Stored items
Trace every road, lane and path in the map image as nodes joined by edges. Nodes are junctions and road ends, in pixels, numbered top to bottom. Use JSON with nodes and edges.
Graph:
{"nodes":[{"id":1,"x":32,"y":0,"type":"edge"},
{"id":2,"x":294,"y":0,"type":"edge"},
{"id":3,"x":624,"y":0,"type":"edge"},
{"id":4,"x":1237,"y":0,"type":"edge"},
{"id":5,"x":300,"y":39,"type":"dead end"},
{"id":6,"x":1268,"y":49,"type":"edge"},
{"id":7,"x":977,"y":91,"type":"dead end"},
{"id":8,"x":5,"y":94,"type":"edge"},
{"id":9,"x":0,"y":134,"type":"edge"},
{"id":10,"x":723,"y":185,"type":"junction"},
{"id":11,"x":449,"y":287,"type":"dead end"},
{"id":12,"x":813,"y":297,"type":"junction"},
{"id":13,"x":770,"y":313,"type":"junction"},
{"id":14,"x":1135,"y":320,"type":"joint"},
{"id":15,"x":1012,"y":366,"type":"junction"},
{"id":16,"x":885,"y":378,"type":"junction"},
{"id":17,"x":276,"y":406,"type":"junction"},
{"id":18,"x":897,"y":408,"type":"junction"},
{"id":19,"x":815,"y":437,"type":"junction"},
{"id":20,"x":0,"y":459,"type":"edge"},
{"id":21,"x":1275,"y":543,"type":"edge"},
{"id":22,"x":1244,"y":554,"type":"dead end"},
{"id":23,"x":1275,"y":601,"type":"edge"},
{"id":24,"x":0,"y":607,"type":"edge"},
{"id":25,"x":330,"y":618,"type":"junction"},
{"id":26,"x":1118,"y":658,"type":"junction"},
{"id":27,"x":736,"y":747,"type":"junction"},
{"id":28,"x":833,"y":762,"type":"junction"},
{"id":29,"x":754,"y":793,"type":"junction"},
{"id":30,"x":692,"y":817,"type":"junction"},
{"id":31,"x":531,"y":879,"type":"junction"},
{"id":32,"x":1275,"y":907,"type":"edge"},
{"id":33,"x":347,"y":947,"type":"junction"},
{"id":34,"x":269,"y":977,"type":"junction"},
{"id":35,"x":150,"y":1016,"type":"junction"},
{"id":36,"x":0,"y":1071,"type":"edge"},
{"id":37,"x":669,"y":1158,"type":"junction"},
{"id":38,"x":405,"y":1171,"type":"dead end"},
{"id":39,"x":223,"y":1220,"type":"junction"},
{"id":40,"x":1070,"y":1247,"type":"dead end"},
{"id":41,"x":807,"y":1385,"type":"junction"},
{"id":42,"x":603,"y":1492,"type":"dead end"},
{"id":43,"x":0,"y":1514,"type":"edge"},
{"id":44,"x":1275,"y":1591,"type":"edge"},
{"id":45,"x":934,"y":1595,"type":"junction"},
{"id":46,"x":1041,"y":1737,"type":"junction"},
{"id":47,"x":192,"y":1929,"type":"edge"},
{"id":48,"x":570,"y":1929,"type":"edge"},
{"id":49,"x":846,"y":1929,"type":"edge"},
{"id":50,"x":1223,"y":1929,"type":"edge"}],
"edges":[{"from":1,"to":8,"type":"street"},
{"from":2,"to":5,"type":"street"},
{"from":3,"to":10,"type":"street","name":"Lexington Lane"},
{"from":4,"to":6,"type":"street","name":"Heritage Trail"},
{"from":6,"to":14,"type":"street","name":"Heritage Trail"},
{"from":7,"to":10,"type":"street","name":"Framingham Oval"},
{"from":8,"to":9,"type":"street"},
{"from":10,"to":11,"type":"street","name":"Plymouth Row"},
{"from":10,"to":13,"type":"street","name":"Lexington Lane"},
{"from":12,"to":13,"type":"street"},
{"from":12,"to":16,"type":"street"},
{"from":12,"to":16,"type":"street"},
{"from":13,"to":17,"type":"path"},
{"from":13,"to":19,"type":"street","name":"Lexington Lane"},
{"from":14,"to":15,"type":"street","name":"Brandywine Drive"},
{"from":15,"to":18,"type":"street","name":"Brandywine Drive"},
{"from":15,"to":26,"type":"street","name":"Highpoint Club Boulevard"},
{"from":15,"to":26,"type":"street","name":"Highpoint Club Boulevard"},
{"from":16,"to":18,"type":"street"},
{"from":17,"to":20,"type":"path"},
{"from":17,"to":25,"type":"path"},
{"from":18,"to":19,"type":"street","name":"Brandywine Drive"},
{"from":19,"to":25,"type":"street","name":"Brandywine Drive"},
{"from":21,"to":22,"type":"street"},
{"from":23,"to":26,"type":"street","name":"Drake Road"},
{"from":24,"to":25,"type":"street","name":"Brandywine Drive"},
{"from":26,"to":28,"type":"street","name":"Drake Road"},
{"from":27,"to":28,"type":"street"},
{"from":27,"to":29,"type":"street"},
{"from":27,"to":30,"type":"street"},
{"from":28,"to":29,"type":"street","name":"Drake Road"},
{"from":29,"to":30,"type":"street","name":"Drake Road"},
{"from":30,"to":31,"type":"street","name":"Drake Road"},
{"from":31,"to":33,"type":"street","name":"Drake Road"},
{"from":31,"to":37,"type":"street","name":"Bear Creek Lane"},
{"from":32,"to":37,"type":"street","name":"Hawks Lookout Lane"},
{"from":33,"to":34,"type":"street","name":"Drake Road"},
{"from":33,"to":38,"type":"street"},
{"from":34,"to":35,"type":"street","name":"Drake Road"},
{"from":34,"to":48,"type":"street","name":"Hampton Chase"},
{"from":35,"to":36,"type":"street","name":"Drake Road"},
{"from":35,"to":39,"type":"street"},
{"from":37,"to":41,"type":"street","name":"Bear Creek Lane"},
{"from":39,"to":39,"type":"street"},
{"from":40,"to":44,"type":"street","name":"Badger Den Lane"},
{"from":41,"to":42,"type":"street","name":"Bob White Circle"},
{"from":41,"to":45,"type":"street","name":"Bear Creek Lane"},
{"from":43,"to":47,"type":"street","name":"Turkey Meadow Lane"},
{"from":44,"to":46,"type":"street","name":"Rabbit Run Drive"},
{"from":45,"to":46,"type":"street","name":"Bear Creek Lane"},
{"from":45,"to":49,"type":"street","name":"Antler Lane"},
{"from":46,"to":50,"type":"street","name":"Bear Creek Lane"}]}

▶ [Task] Every entry must be quoted exactly as it appears above.

▶ [Reply to the exercise]
Trace every road, lane and path in the map image as nodes joined by edges. Nodes are junctions and road ends, in pixels, numbered top to bottom. Use JSON with nodes and edges.
Graph:
{"nodes":[{"id":1,"x":32,"y":0,"type":"edge"},
{"id":2,"x":294,"y":0,"type":"edge"},
{"id":3,"x":624,"y":0,"type":"edge"},
{"id":4,"x":1237,"y":0,"type":"edge"},
{"id":5,"x":300,"y":39,"type":"dead end"},
{"id":6,"x":1268,"y":49,"type":"edge"},
{"id":7,"x":977,"y":91,"type":"dead end"},
{"id":8,"x":5,"y":94,"type":"edge"},
{"id":9,"x":0,"y":134,"type":"edge"},
{"id":10,"x":723,"y":185,"type":"junction"},
{"id":11,"x":449,"y":287,"type":"dead end"},
{"id":12,"x":813,"y":297,"type":"junction"},
{"id":13,"x":770,"y":313,"type":"junction"},
{"id":14,"x":1135,"y":320,"type":"joint"},
{"id":15,"x":1012,"y":366,"type":"junction"},
{"id":16,"x":885,"y":378,"type":"junction"},
{"id":17,"x":276,"y":406,"type":"junction"},
{"id":18,"x":897,"y":408,"type":"junction"},
{"id":19,"x":815,"y":437,"type":"junction"},
{"id":20,"x":0,"y":459,"type":"edge"},
{"id":21,"x":1275,"y":543,"type":"edge"},
{"id":22,"x":1244,"y":554,"type":"dead end"},
{"id":23,"x":1275,"y":601,"type":"edge"},
{"id":24,"x":0,"y":607,"type":"edge"},
{"id":25,"x":330,"y":618,"type":"junction"},
{"id":26,"x":1118,"y":658,"type":"junction"},
{"id":27,"x":736,"y":747,"type":"junction"},
{"id":28,"x":833,"y":762,"type":"junction"},
{"id":29,"x":754,"y":793,"type":"junction"},
{"id":30,"x":692,"y":817,"type":"junction"},
{"id":31,"x":531,"y":879,"type":"junction"},
{"id":32,"x":1275,"y":907,"type":"edge"},
{"id":33,"x":347,"y":947,"type":"junction"},
{"id":34,"x":269,"y":977,"type":"junction"},
{"id":35,"x":150,"y":1016,"type":"junction"},
{"id":36,"x":0,"y":1071,"type":"edge"},
{"id":37,"x":669,"y":1158,"type":"junction"},
{"id":38,"x":405,"y":1171,"type":"dead end"},
{"id":39,"x":223,"y":1220,"type":"junction"},
{"id":40,"x":1070,"y":1247,"type":"dead end"},
{"id":41,"x":807,"y":1385,"type":"junction"},
{"id":42,"x":603,"y":1492,"type":"dead end"},
{"id":43,"x":0,"y":1514,"type":"edge"},
{"id":44,"x":1275,"y":1591,"type":"edge"},
{"id":45,"x":934,"y":1595,"type":"junction"},
{"id":46,"x":1041,"y":1737,"type":"junction"},
{"id":47,"x":192,"y":1929,"type":"edge"},
{"id":48,"x":570,"y":1929,"type":"edge"},
{"id":49,"x":846,"y":1929,"type":"edge"},
{"id":50,"x":1223,"y":1929,"type":"edge"}],
"edges":[{"from":1,"to":8,"type":"street"},
{"from":2,"to":5,"type":"street"},
{"from":3,"to":10,"type":"street","name":"Lexington Lane"},
{"from":4,"to":6,"type":"street","name":"Heritage Trail"},
{"from":6,"to":14,"type":"street","name":"Heritage Trail"},
{"from":7,"to":10,"type":"street","name":"Framingham Oval"},
{"from":8,"to":9,"type":"street"},
{"from":10,"to":11,"type":"street","name":"Plymouth Row"},
{"from":10,"to":13,"type":"street","name":"Lexington Lane"},
{"from":12,"to":13,"type":"street"},
{"from":12,"to":16,"type":"street"},
{"from":12,"to":16,"type":"street"},
{"from":13,"to":17,"type":"path"},
{"from":13,"to":19,"type":"street","name":"Lexington Lane"},
{"from":14,"to":15,"type":"street","name":"Brandywine Drive"},
{"from":15,"to":18,"type":"street","name":"Brandywine Drive"},
{"from":15,"to":26,"type":"street","name":"Highpoint Club Boulevard"},
{"from":15,"to":26,"type":"street","name":"Highpoint Club Boulevard"},
{"from":16,"to":18,"type":"street"},
{"from":17,"to":20,"type":"path"},
{"from":17,"to":25,"type":"path"},
{"from":18,"to":19,"type":"street","name":"Brandywine Drive"},
{"from":19,"to":25,"type":"street","name":"Brandywine Drive"},
{"from":21,"to":22,"type":"street"},
{"from":23,"to":26,"type":"street","name":"Drake Road"},
{"from":24,"to":25,"type":"street","name":"Brandywine Drive"},
{"from":26,"to":28,"type":"street","name":"Drake Road"},
{"from":27,"to":28,"type":"street"},
{"from":27,"to":29,"type":"street"},
{"from":27,"to":30,"type":"street"},
{"from":28,"to":29,"type":"street","name":"Drake Road"},
{"from":29,"to":30,"type":"street","name":"Drake Road"},
{"from":30,"to":31,"type":"street","name":"Drake Road"},
{"from":31,"to":33,"type":"street","name":"Drake Road"},
{"from":31,"to":37,"type":"street","name":"Bear Creek Lane"},
{"from":32,"to":37,"type":"street","name":"Hawks Lookout Lane"},
{"from":33,"to":34,"type":"street","name":"Drake Road"},
{"from":33,"to":38,"type":"street"},
{"from":34,"to":35,"type":"street","name":"Drake Road"},
{"from":34,"to":48,"type":"street","name":"Hampton Chase"},
{"from":35,"to":36,"type":"street","name":"Drake Road"},
{"from":35,"to":39,"type":"street"},
{"from":37,"to":41,"type":"street","name":"Bear Creek Lane"},
{"from":39,"to":39,"type":"street"},
{"from":40,"to":44,"type":"street","name":"Badger Den Lane"},
{"from":41,"to":42,"type":"street","name":"Bob White Circle"},
{"from":41,"to":45,"type":"street","name":"Bear Creek Lane"},
{"from":43,"to":47,"type":"street","name":"Turkey Meadow Lane"},
{"from":44,"to":46,"type":"street","name":"Rabbit Run Drive"},
{"from":45,"to":46,"type":"street","name":"Bear Creek Lane"},
{"from":45,"to":49,"type":"street","name":"Antler Lane"},
{"from":46,"to":50,"type":"street","name":"Bear Creek Lane"}]}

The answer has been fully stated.